Graham Robertson takes one part "Citizen Kane," one part the frozen Walt Disney legend, and sprinkles a pinch of every clone sci-fi film you have ever seen, and still creates a memorable film.In the future, Earth is uninhabitable with ninety percent of the population being killed by an unknown contaminant. Humanity now lives in a giant space-bound Civilization pod, which slowly circles the dead planet. We see old newsreel footage about a Walt Disney-type film maker named Abel Edwards (Scott Kelly Galbreath), who died in 1960 in a helicopter crash. His company is still alive in the pod, morphing into a company that builds androids. In order to increase plateaued profits, a team heads to Earth and harvests some of Edwards' body, creating a perfect clone. The board of directors decide to raise the new Abel knowing full well that he will be taking over the company, and create a half human/half cyborg lifelong friend for him named Gower (Steve Beaumont Jones).
The film follows the life of the new Abel Edwards, who begins to make waves on the pod by going back to "reality" entertainment. No more virtual rides, no more extinct animals on computer screens, Edwards wants to bring back actual rides and actual animals into parks spread around the pod. His life story is book ended by a probate hearing being run by Chairman Lowery (Michael Shamus Wiles), at the request of Abel's widow Rosemary (Keri Bruno). The film's trailer asks the perfect question about the story- can individuality be reproduced?
The film is experimental. It was executive produced by Steven Soderbergh, who seems to specialize in these small types of films when he isn't filming George Clooney or Matt Damon going through the motions. The entire movie is shot on digital video against a green screen, and is in black and white. While this may seem like a detriment, Robertson makes it work. His use of stock footage in the background gives the film an other-worldly look. Big giant James Cameron-type computer generated effects might have overwhelmed the old fashioned linear story. Michael Suby also turns in a fantastic epic musical score, which sounds like something from the early days of cinema.
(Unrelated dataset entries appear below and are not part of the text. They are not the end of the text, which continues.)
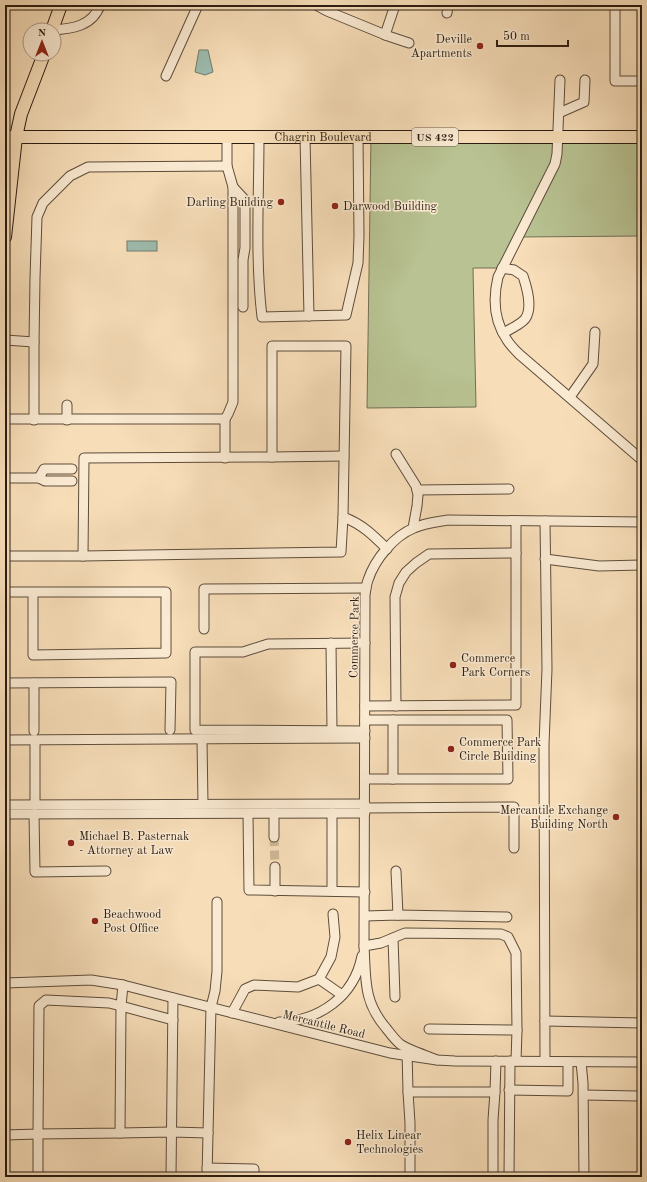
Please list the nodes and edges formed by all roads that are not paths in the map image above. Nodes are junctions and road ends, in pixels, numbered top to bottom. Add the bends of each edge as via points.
1 (61, 5) edge
2 (100, 5) edge
3 (198, 5) edge
4 (316, 5) edge
5 (395, 5) edge
6 (615, 5) edge
7 (55, 22) edge
8 (62, 29) edge
9 (385, 35) junction
10 (409, 43) dead end
11 (41, 62) edge
12 (166, 76) dead end
13 (560, 80) dead end
14 (585, 80) dead end
15 (642, 80) edge
16 (559, 113) junction
17 (10, 136) edge
18 (227, 137) junction
19 (258, 137) junction
20 (305, 137) junction
21 (358, 137) junction
22 (557, 137) junction
23 (642, 137) edge
24 (227, 166) junction
25 (233, 188) junction
26 (233, 234) junction
27 (5, 237) edge
28 (243, 260) junction
29 (502, 268) junction
30 (243, 307) dead end
31 (309, 316) junction
32 (595, 332) dead end
33 (504, 333) junction
34 (5, 340) edge
35 (34, 342) junction
36 (570, 397) junction
37 (67, 405) dead end
38 (5, 419) edge
39 (224, 419) junction
40 (34, 420) junction
41 (67, 420) junction
42 (396, 454) dead end
43 (344, 456) junction
44 (272, 457) junction
45 (225, 458) junction
46 (642, 458) edge
47 (72, 468) dead end
48 (5, 478) edge
49 (39, 478) junction
50 (72, 481) dead end
51 (510, 489) dead end
52 (417, 490) junction
53 (343, 517) junction
54 (516, 521) junction
55 (545, 521) junction
56 (642, 522) edge
57 (413, 528) junction
58 (387, 549) junction
59 (516, 553) junction
60 (5, 556) edge
61 (83, 556) junction
62 (545, 559) junction
63 (642, 565) edge
64 (366, 588) junction
65 (5, 592) edge
66 (33, 592) junction
67 (204, 629) dead end
68 (331, 643) junction
69 (365, 643) junction
70 (5, 683) edge
71 (34, 683) junction
72 (365, 706) junction
73 (396, 706) junction
74 (365, 720) junction
75 (393, 720) junction
76 (170, 730) dead end
77 (332, 731) junction
78 (365, 734) junction
79 (34, 736) junction
80 (202, 739) junction
81 (5, 740) edge
82 (365, 779) junction
83 (393, 779) junction
84 (202, 804) junction
85 (5, 805) edge
86 (365, 808) junction
87 (35, 809) junction
88 (274, 813) junction
89 (332, 813) junction
90 (5, 814) edge
91 (248, 814) junction
92 (274, 837) tunnel mouth
93 (514, 848) dead end
94 (275, 868) tunnel mouth
95 (106, 871) dead end
96 (396, 871) dead end
97 (274, 891) junction
98 (332, 891) junction
99 (365, 892) junction
100 (216, 902) dead end
101 (333, 914) dead end
102 (398, 915) junction
103 (364, 916) junction
104 (507, 917) dead end
105 (393, 938) junction
106 (364, 946) junction
107 (319, 979) junction
108 (5, 983) edge
109 (123, 985) junction
110 (342, 995) junction
111 (395, 997) dead end
112 (173, 998) junction
113 (121, 1006) junction
114 (210, 1007) junction
115 (232, 1013) junction
116 (173, 1020) junction
117 (545, 1021) junction
118 (268, 1022) junction
119 (642, 1022) edge
120 (429, 1029) dead end
121 (517, 1030) junction
122 (407, 1051) junction
123 (496, 1061) junction
124 (513, 1061) junction
125 (545, 1061) junction
126 (568, 1062) junction
127 (581, 1062) junction
128 (642, 1062) edge
129 (510, 1090) junction
130 (408, 1092) junction
131 (495, 1092) junction
132 (584, 1095) junction
133 (638, 1096) dead end
134 (172, 1132) junction
135 (120, 1133) junction
136 (208, 1133) junction
137 (38, 1134) junction
138 (5, 1135) edge
139 (207, 1172) edge
140 (38, 1177) edge
141 (171, 1177) edge
142 (254, 1177) edge
143 (410, 1177) edge
144 (493, 1177) edge
145 (508, 1177) edge
146 (584, 1177) edge

1 - 7 main road
2 - 8 street via 95,16 83,24
3 - 12 street
4 - 9 street
5 - 9 street
6 - 15 street via 615,80
9 - 10 street
11 - 17 main road
13 - 16 street
14 - 16 street via 584,102
16 - 22 street
17 - 18 main road, Chagrin Boulevard / US 422
17 - 27 main road
18 - 19 main road, Chagrin Boulevard / US 422
18 - 24 street
19 - 20 main road, Chagrin Boulevard / US 422
19 - 31 street via 259,291 262,317
20 - 21 main road, Chagrin Boulevard / US 422
20 - 31 street
21 - 22 main road, Chagrin Boulevard / US 422
21 - 31 street via 358,263 346,315
22 - 23 main road, Chagrin Boulevard / US 422
22 - 29 street via 555,164
24 - 25 street
24 - 35 street via 88,166 70,176 43,203 37,217
25 - 26 street
25 - 28 street via 245,200
26 - 28 street
26 - 39 street via 233,402
28 - 30 street
29 - 33 street via 495,290 495,304 498,322
29 - 33 street via 514,270 523,276 528,291 529,310 525,319
32 - 36 street via 593,364
33 - 36 street via 519,354
34 - 35 street
35 - 40 street
36 - 46 street
37 - 41 street
38 - 40 street
39 - 41 street
39 - 45 street
40 - 41 street
42 - 52 street
43 - 44 street
43 - 44 street via 346,346 272,346
43 - 53 street
44 - 45 street
45 - 61 street via 84,458
47 - 49 street via 44,469
48 - 49 street
49 - 50 street via 45,481
51 - 52 street
52 - 57 street
53 - 58 street via 364,528
53 - 61 street via 341,552
54 - 55 street, Commerce Park
54 - 57 street, Commerce Park via 448,520
54 - 59 street
55 - 56 street, Commerce Park
55 - 62 street
57 - 58 street, Commerce Park
58 - 64 street, Commerce Park via 374,566
59 - 73 street via 429,554 406,572 399,583 396,597
59 - 73 street via 516,705
60 - 61 street
62 - 63 street via 599,566
62 - 117 street
64 - 67 street via 204,589
64 - 69 street, Commerce Park
65 - 66 street
66 - 66 street via 166,592 166,653 33,655
68 - 69 street
68 - 77 street
68 - 77 street via 268,644 242,652 194,652 195,730
69 - 72 street, Commerce Park
70 - 71 street
71 - 76 street via 171,682
71 - 79 street
72 - 73 street
72 - 74 street, Commerce Park
74 - 75 street
74 - 78 street, Commerce Park
75 - 83 street
75 - 83 street via 507,720 508,779
77 - 78 street
78 - 80 street
78 - 82 street, Commerce Park
79 - 80 street
79 - 81 street
79 - 87 street
80 - 84 street
82 - 83 street
82 - 86 street, Commerce Park
84 - 86 street
84 - 87 street
85 - 87 street
86 - 89 street
86 - 93 street via 514,807
86 - 99 street, Commerce Park
87 - 90 street
87 - 91 street
87 - 95 street via 35,872
88 - 89 street
88 - 91 street
88 - 92 street
89 - 98 street
91 - 97 street via 249,890
94 - 97 street
96 - 102 street
97 - 98 street
98 - 99 street
99 - 103 street, Commerce Park
100 - 114 street via 217,971
101 - 107 street via 335,937 331,957
102 - 103 street
102 - 104 street
103 - 106 street, Commerce Park
105 - 106 street via 382,944
105 - 111 street
105 - 121 street via 405,933 502,934 508,937 516,953
106 - 110 street, Commerce Park via 355,977
106 - 122 street, Commerce Park via 370,1004 378,1020
107 - 110 street
107 - 115 street via 298,987 254,985 245,989
108 - 109 street, Mercantile Road via 91,980
109 - 112 street, Mercantile Road
109 - 113 street
110 - 118 street, Commerce Park via 320,1013 290,1022
112 - 114 street, Mercantile Road
112 - 116 street
113 - 116 street
113 - 135 street
113 - 137 street via 109,1003 46,1000 39,1006
114 - 115 street, Mercantile Road
114 - 136 street
115 - 118 street, Mercantile Road
116 - 134 street
117 - 119 street
117 - 125 street
118 - 122 street, Mercantile Road via 390,1053
120 - 121 street
121 - 124 street
122 - 123 street, Commerce Park via 438,1060
122 - 130 street
123 - 124 street
123 - 131 street
124 - 125 street
124 - 129 street
125 - 126 street
126 - 127 street
126 - 129 street via 568,1091
127 - 128 street
127 - 132 street
129 - 145 street
130 - 131 street
130 - 143 street
131 - 144 street
132 - 133 street
132 - 146 street
134 - 135 street
134 - 136 street
134 - 141 street
135 - 137 street
136 - 139 street
137 - 138 street
137 - 140 street
139 - 142 street via 254,1169

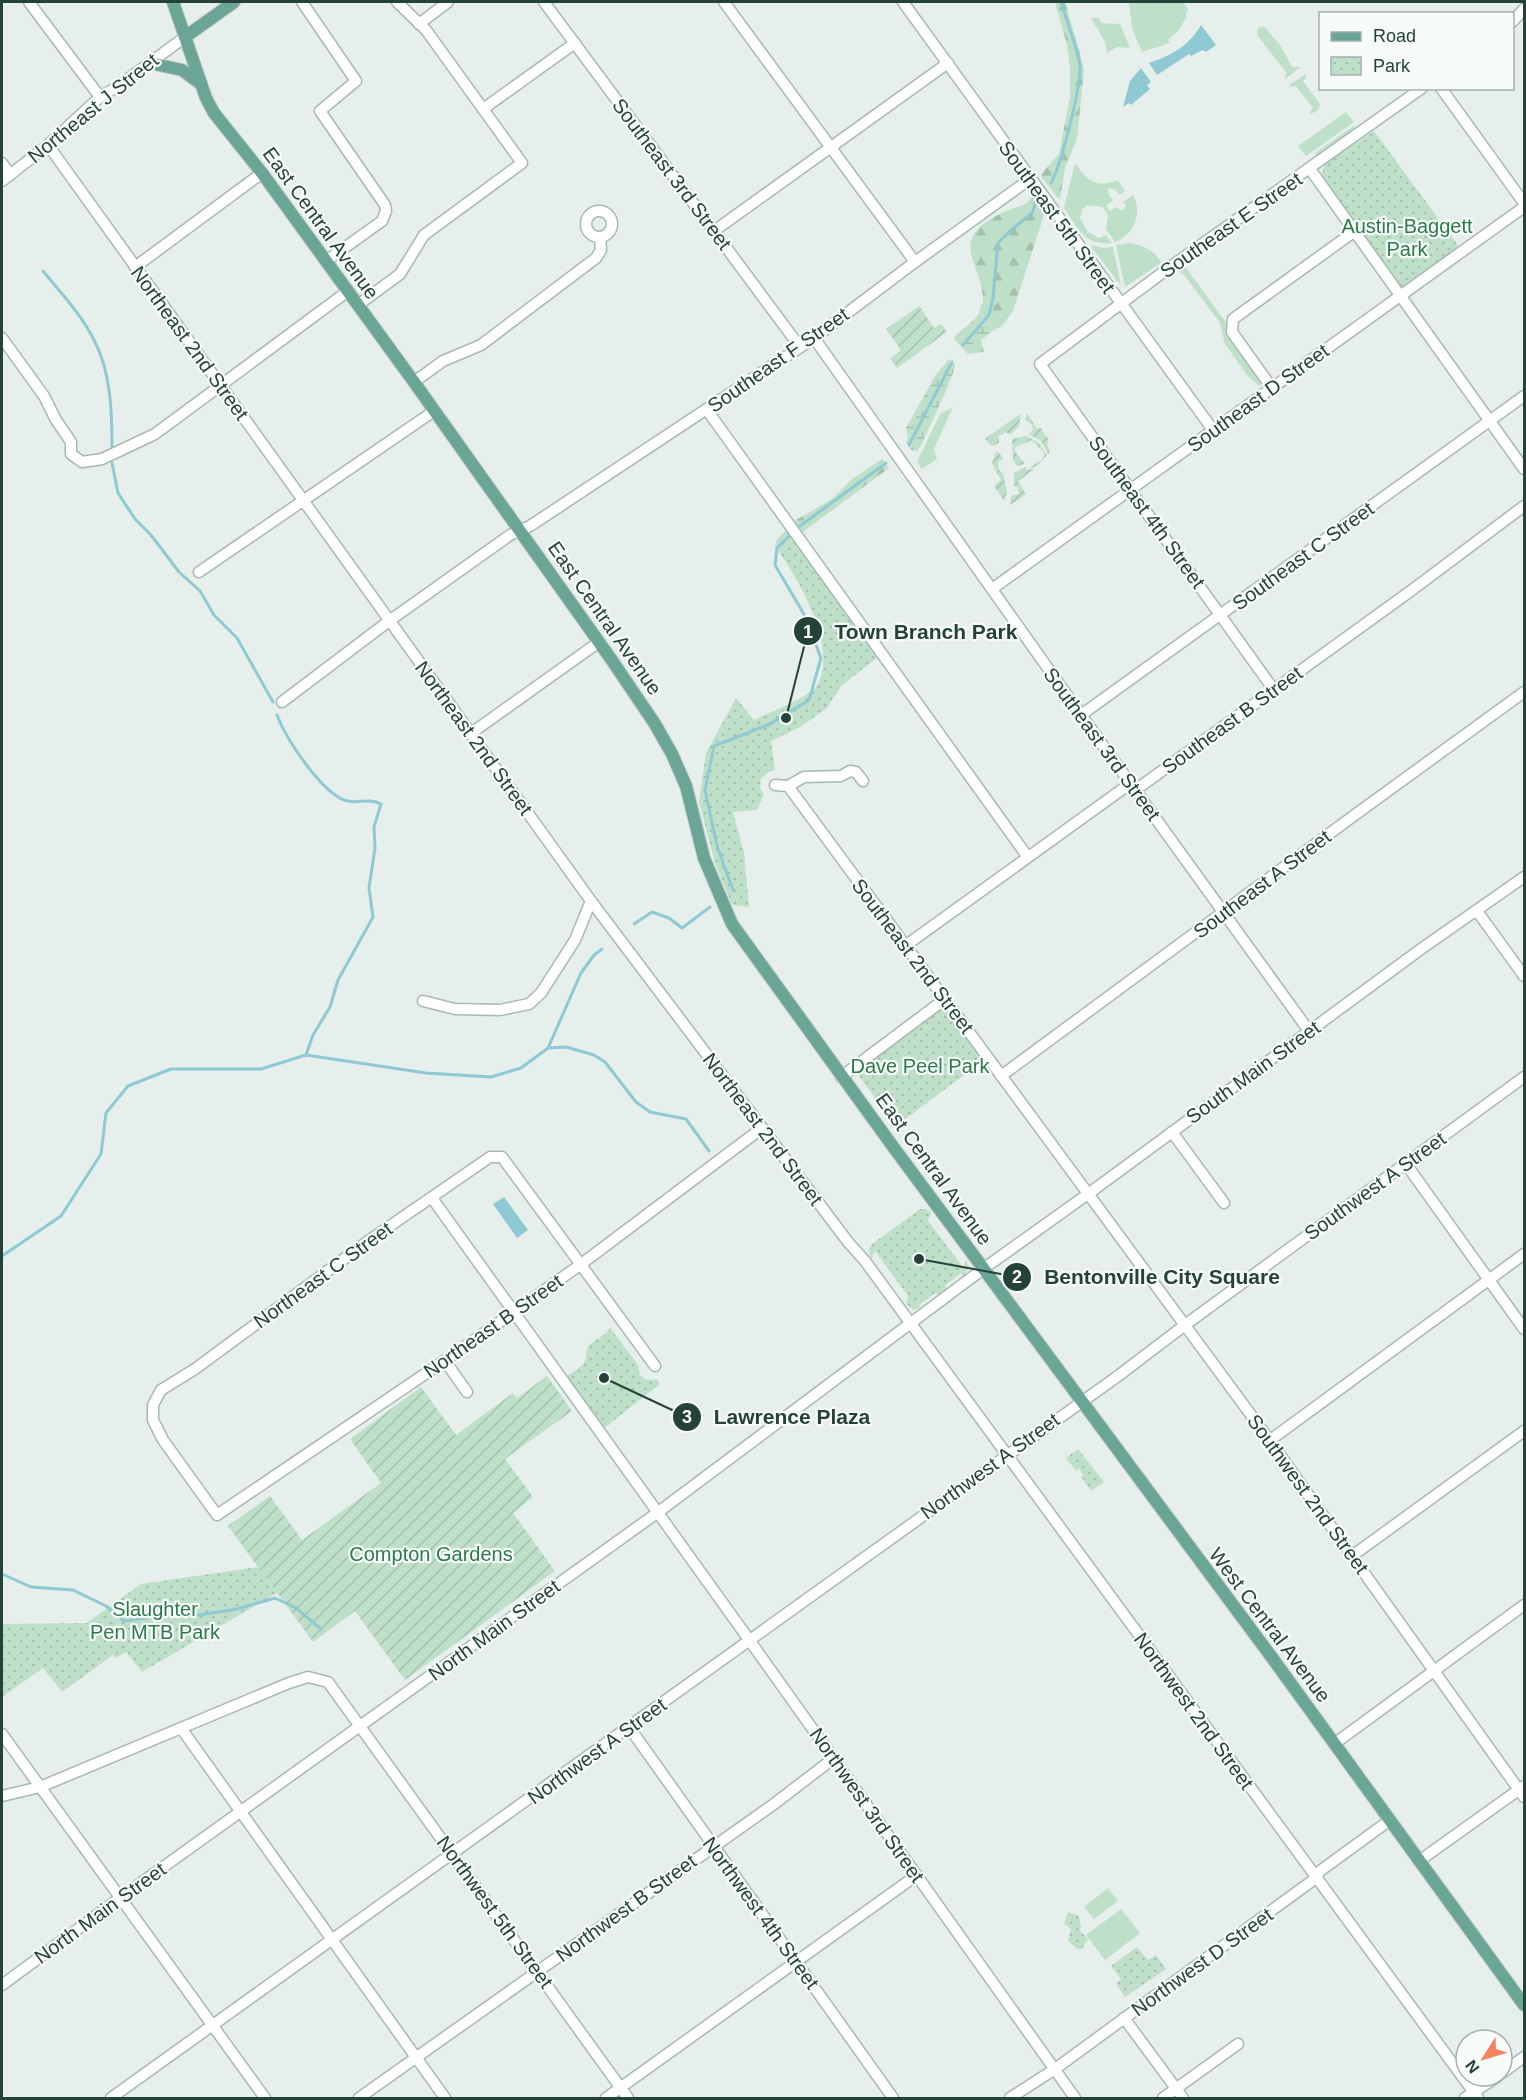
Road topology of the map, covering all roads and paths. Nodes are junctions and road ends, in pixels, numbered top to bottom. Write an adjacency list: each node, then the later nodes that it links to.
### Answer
1 (29, 2): 18 (street)
2 (173, 2): 11 (main road, East Central Avenue)
3 (234, 2): 11 (main road)
4 (302, 2): 31 (street)
5 (397, 2): 10 (street)
6 (448, 2): 10 (street)
7 (544, 2): 12 (street, Southeast 3rd Street)
8 (724, 2): 21 (street)
9 (903, 2): 14 (street, Southeast 5th Street)
10 (419, 24): 19 (street)
11 (185, 36): 13 (street, Northeast J Street); 15 (main road, East Central Avenue)
12 (575, 43): 19 (street); 28 (street, Southeast 3rd Street)
13 (150, 63): 15 (main road); 18 (street, Northeast J Street)
14 (948, 63): 21 (street); 26 (street, Southeast 5th Street)
15 (201, 84): 24 (main road, East Central Avenue)
16 (1419, 90): 23 (street, Southeast E Street)
17 (1442, 90): 27 (street)
18 (100, 97): 20 (street, Northeast J Street)
19 (483, 109): 36 (street)
20 (48, 145): 25 (street, Northeast J Street); 33 (street, Northeast 2nd Street)
21 (831, 147): 28 (street); 32 (street)
22 (2, 163): 25 (street)
23 (1310, 169): 29 (street); 37 (street, Southeast E Street)
24 (262, 173): 31 (main road, East Central Avenue); 33 (street)
25 (6, 178)
26 (1030, 179): 32 (street, Southeast F Street); 37 (street, Southeast 5th Street)
27 (1524, 205): 35 (street, Southeast D Street)
28 (714, 231): 40 (street, Southeast 3rd Street)
29 (1355, 231): 35 (street); 44 (street)
30 (600, 237): 42 (street)
31 (326, 261): 34 (main road, East Central Avenue)
32 (915, 262): 39 (street, Southeast F Street)
33 (135, 267): 43 (street, Northeast 2nd Street)
34 (348, 291): 36 (main road, East Central Avenue); 43 (street)
35 (1400, 297): 44 (street, Southeast D Street); 48 (street)
36 (358, 305): 42 (main road, East Central Avenue)
37 (1120, 305): 41 (street, Southeast E Street); 49 (street, Southeast 5th Street)
38 (2, 338): 43 (street)
39 (814, 338): 40 (street, Southeast F Street); 56 (street, Southeast 3rd Street)
40 (800, 347): 46 (street, Southeast F Street)
41 (1040, 364): 51 (street, Southeast 4th Street)
42 (414, 382): 47 (main road, East Central Avenue)
43 (221, 386): 52 (street, Northeast 2nd Street)
44 (1272, 388): 49 (street, Southeast D Street)
45 (1524, 396): 48 (street, Southeast C Street)
46 (706, 410): 54 (street, Southeast F Street); 69 (street)
47 (434, 411): 52 (street); 54 (main road, East Central Avenue)
48 (1489, 421): 50 (street); 57 (street, Southeast C Street)
49 (1213, 430): 51 (street, Southeast D Street)
50 (1524, 469)
51 (1130, 489): 56 (street, Southeast D Street); 57 (street, Southeast 4th Street)
52 (303, 500): 55 (street); 58 (street, Northeast 2nd Street)
53 (1524, 506): 60 (street, Southeast B Street)
54 (519, 531): 58 (street, Southeast F Street); 59 (main road, East Central Avenue)
55 (199, 572)
56 (992, 589): 63 (street, Southeast 3rd Street)
57 (1220, 615): 60 (street, Southeast 4th Street); 63 (street, Southeast C Street)
58 (389, 621): 62 (street, Southeast F Street); 64 (street, Northeast 2nd Street)
59 (599, 642): 64 (street); 80 (main road, East Central Avenue)
60 (1274, 690): 68 (street, Southeast B Street)
61 (1524, 692): 73 (street, Southeast A Street)
62 (282, 702)
63 (1081, 716): 68 (street, Southeast 3rd Street)
64 (470, 734): 71 (street, Northeast 2nd Street)
65 (863, 781): 67 (street)
66 (775, 785): 67 (street)
67 (788, 786): 74 (street, Southeast 2nd Street)
68 (1133, 787): 69 (street, Southeast B Street); 73 (street, Southeast 3rd Street)
69 (1027, 856): 74 (street, Southeast B Street)
70 (1524, 877): 72 (street, South Main Street)
71 (591, 901): 77 (street); 82 (street, Northeast 2nd Street)
72 (1477, 911): 75 (street); 78 (street, South Main Street)
73 (1223, 912): 78 (street, Southeast 3rd Street); 79 (street, Southeast A Street)
74 (905, 946): 76 (street, Southeast 2nd Street)
75 (1524, 976)
76 (945, 999): 79 (street, Southeast 2nd Street); 80 (street)
77 (423, 1000)
78 (1309, 1031): 83 (street, South Main Street)
79 (1001, 1076): 85 (street, Southeast 2nd Street)
80 (842, 1077): 90 (main road, East Central Avenue)
81 (1524, 1077): 84 (street, Southwest A Street)
82 (762, 1128): 89 (street, Northeast B Street); 93 (street, Northeast 2nd Street)
83 (1172, 1132): 85 (street, South Main Street); 87 (street)
84 (1406, 1164): 91 (street); 94 (street, Southwest A Street)
85 (1088, 1194): 90 (street, South Main Street); 94 (street, Southwest 2nd Street)
86 (432, 1198): 89 (street, Northeast C Street); 92 (street, Northwest 3rd Street); 104 (street, Northeast C Street)
87 (1224, 1203)
88 (1524, 1254): 91 (street)
89 (580, 1265): 92 (street, Northeast B Street); 97 (street)
90 (983, 1269): 93 (street, North Main Street); 99 (main road, West Central Avenue)
91 (1489, 1280): 95 (street); 101 (street)
92 (513, 1312): 96 (street, Northeast B Street); 103 (street, Northwest 3rd Street)
93 (910, 1323): 102 (street, Northwest 2nd Street); 103 (street, North Main Street)
94 (1185, 1325): 99 (street, Southwest A Street); 101 (street, Southwest 2nd Street)
95 (1524, 1329)
96 (445, 1361): 98 (street); 104 (street, Northeast B Street)
97 (655, 1366)
98 (467, 1392)
99 (1081, 1401): 102 (street, Northwest A Street); 113 (main road, West Central Avenue)
100 (1524, 1431): 105 (street)
101 (1269, 1441): 105 (street, Southwest 2nd Street)
102 (1006, 1455): 107 (street, Northwest A Street); 124 (street, Northwest 2nd Street)
103 (657, 1513): 107 (street, Northwest 3rd Street); 109 (street, North Main Street)
104 (217, 1515)
105 (1352, 1556): 108 (street, Southwest 2nd Street)
106 (1524, 1605): 108 (street)
107 (750, 1641): 110 (street, Northwest A Street); 114 (street, Northwest 3rd Street)
108 (1434, 1671): 113 (street); 116 (street, Southwest 2nd Street)
109 (361, 1726): 111 (street, Northwest 5th Street); 118 (street, North Main Street); 121 (street, Northwest 5th Street)
110 (629, 1727): 120 (street, Northwest 4th Street); 121 (street, Northwest A Street)
111 (181, 1728): 115 (street); 118 (street)
112 (2, 1734): 115 (street)
113 (1334, 1744): 119 (main road, West Central Avenue)
114 (834, 1758): 120 (street, Northwest B Street); 123 (street, Northwest 3rd Street)
115 (40, 1787): 117 (street); 125 (street)
116 (1523, 1791): 122 (street)
117 (2, 1796)
118 (240, 1812): 125 (street, North Main Street); 126 (street)
119 (1390, 1820): 122 (main road, West Central Avenue); 124 (street, Northwest D Street)
120 (712, 1846): 127 (street, Northwest 4th Street); 128 (street, Northwest B Street)
121 (454, 1854): 126 (street, Northwest A Street); 128 (street, Northwest 5th Street)
122 (1419, 1861): 130 (main road, West Central Avenue)
123 (917, 1875): 127 (street); 135 (street, Northwest 3rd Street)
124 (1317, 1878): 131 (street, Northwest D Street); 138 (street, Northwest 2nd Street)
125 (120, 1898): 129 (street, North Main Street); 132 (street)
126 (332, 1941): 132 (street, Northwest A Street); 134 (street)
127 (797, 1963): 136 (street); 145 (street, Northwest 4th Street)
128 (538, 1971): 134 (street, Northwest B Street); 136 (street, Northwest 5th Street)
129 (2, 1985)
130 (1524, 2005)
131 (1124, 2018): 135 (street, Northwest D Street); 137 (street)
132 (212, 2026): 139 (street, Northwest A Street); 140 (street)
133 (1238, 2044): 137 (street)
134 (416, 2058): 141 (street, Northwest B Street); 142 (street)
135 (1055, 2069): 146 (street, Northwest D Street); 147 (street, Northwest 3rd Street)
136 (621, 2088): 143 (street); 144 (street, Northwest 5th Street)
137 (1179, 2094): 148 (street)
138 (1472, 2097)
139 (111, 2098)
140 (265, 2098)
141 (359, 2098)
142 (445, 2098)
143 (606, 2098)
144 (628, 2098)
145 (893, 2098)
146 (1010, 2098)
147 (1075, 2098)
148 (1163, 2098)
Scott Kelly Galbreath does a great job as Edwards. He is both sympathetic and ruthless. Jones as Gower is also good, very understated as a part android being, but not turning it into a "Star Trek" idea reject. The supporting cast all excel in what must have been difficult shooting situations. While the cut rate look of the production is interesting, I wish some of the technical aspects had been jacked up a touch. While very intense, a park accident scene late in the film could have been so much more."Able Edwards" is very imaginative and very watchable. It's a piece of thinking-viewer's science fiction, without an alien or transforming robot in sight. Very refreshing.